Je suis assez surprise de voir que ce terme est plutôt ancien :

The phrase originated in the late 20th century as a neutral or positive term for people engaged in social justice activism. In 2011, when the term first appeared on Twitter, it changed from a primarily positive term to an overwhelmingly negative one. During the Gamergate controversy, the negative connotation gained increased use, and was particularly aimed at those espousing views adhering to social liberalism, cultural inclusiveness, or feminism, as well as views deemed to be politically correct.

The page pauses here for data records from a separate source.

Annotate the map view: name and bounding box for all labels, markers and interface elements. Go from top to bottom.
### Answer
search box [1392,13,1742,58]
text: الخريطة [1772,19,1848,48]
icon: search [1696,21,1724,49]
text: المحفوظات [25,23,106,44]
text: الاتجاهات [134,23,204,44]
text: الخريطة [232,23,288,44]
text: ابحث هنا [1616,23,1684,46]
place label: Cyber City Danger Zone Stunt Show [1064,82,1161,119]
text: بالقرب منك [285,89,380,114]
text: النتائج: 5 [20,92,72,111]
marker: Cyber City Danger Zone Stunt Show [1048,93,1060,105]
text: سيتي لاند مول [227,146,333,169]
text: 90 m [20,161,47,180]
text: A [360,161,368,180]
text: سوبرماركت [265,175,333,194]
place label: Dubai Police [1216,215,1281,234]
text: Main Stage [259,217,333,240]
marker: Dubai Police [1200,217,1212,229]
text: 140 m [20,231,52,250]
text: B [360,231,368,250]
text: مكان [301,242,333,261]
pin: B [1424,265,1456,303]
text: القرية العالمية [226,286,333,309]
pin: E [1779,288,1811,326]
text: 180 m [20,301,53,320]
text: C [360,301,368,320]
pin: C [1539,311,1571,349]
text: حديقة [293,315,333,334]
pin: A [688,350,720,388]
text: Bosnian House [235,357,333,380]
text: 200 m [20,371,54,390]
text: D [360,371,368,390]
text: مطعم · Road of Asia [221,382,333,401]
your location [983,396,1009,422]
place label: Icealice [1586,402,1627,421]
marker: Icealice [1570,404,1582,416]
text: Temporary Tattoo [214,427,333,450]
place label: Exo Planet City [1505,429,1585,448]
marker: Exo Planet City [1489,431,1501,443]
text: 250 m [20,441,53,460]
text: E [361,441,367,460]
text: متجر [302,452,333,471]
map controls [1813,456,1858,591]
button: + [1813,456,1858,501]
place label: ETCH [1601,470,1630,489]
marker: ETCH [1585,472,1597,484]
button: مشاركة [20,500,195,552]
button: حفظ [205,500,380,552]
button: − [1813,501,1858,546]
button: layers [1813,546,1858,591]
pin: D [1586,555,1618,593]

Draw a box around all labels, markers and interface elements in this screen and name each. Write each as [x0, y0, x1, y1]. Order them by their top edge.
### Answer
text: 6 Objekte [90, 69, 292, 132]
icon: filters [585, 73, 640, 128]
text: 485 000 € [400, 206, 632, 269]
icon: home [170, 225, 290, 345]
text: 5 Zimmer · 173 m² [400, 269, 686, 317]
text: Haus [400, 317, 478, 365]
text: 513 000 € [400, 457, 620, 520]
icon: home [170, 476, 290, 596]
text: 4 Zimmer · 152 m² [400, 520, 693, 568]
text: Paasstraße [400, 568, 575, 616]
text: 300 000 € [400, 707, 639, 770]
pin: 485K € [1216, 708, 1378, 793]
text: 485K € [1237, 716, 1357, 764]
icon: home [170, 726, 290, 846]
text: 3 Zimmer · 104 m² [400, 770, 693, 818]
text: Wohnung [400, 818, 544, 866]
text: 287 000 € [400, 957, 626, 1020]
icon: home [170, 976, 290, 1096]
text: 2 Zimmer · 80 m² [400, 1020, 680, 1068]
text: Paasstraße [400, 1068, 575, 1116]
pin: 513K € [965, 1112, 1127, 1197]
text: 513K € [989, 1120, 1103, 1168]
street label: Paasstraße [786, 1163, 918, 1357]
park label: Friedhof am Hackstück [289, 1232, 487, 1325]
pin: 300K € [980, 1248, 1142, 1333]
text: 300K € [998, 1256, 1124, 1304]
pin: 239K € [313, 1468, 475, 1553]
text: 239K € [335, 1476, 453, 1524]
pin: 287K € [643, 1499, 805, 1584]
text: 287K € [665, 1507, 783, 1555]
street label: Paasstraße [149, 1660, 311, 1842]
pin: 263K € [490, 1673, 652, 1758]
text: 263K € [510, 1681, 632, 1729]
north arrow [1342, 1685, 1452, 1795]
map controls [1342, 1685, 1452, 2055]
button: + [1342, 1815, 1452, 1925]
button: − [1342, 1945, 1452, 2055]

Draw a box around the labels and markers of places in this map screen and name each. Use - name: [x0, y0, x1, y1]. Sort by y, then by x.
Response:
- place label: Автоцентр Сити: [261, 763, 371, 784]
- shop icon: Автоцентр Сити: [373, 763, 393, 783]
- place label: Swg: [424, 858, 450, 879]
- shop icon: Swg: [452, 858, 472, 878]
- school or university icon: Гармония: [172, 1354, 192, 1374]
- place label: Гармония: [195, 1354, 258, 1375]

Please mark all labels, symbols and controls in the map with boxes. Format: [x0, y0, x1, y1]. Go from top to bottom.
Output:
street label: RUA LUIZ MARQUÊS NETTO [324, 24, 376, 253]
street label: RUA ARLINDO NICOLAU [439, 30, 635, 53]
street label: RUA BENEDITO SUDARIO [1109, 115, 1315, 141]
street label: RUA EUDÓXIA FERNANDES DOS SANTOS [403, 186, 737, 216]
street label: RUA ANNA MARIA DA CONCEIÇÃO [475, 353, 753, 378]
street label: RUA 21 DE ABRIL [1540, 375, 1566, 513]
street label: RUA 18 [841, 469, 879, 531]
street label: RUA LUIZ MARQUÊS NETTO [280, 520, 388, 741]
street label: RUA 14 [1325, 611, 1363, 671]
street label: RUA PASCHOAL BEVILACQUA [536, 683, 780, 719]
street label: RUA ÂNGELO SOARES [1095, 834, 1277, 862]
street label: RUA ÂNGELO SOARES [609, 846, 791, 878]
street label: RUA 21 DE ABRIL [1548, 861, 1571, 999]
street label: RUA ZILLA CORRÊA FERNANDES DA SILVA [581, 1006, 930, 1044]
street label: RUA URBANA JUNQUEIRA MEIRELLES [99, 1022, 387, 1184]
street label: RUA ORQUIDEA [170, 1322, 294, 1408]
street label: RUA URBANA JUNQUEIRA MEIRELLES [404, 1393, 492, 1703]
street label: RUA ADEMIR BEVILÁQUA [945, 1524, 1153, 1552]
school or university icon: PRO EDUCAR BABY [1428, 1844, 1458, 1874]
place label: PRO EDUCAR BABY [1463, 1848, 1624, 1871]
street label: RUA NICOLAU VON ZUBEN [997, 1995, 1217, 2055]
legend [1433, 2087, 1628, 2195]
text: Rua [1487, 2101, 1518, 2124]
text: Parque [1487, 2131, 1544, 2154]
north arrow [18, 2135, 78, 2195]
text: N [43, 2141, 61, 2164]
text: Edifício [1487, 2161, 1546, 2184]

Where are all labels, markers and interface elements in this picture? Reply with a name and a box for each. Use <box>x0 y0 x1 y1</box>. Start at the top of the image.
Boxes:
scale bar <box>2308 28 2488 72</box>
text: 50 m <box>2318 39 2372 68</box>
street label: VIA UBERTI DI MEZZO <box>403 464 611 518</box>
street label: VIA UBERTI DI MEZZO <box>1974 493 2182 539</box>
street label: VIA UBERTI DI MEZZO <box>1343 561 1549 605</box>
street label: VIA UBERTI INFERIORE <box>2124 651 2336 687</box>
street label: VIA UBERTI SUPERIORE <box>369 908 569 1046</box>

The term has entered popular culture, including a parody role-playing video game, Social Justice Warriors, released in 2014.

Origin

Dating back to 1824, the term « social justice » refers to justice on a societal level. Abby Ohlheiser wrote in The Washington Post that « social-justice warrior » or variations thereof had been used as a laudatory phrase in the past, and provided an example dating to 1991. She quoted Katherine Martin, the head of U.S. dictionaries at Oxford University Press, who said, « All of the examples I’ve seen until quite recently are lionizing the person. » According to The Washington Post, use of the phrase in a positive manner continued from the 1990s through the 2000s. At the time of the article’s publication in October 2015, Martin said « lexicographers there haven’t done a full search for its earliest citation » of the term.

 

La définition de SJW dans Urban Dictionnary (avril 2011)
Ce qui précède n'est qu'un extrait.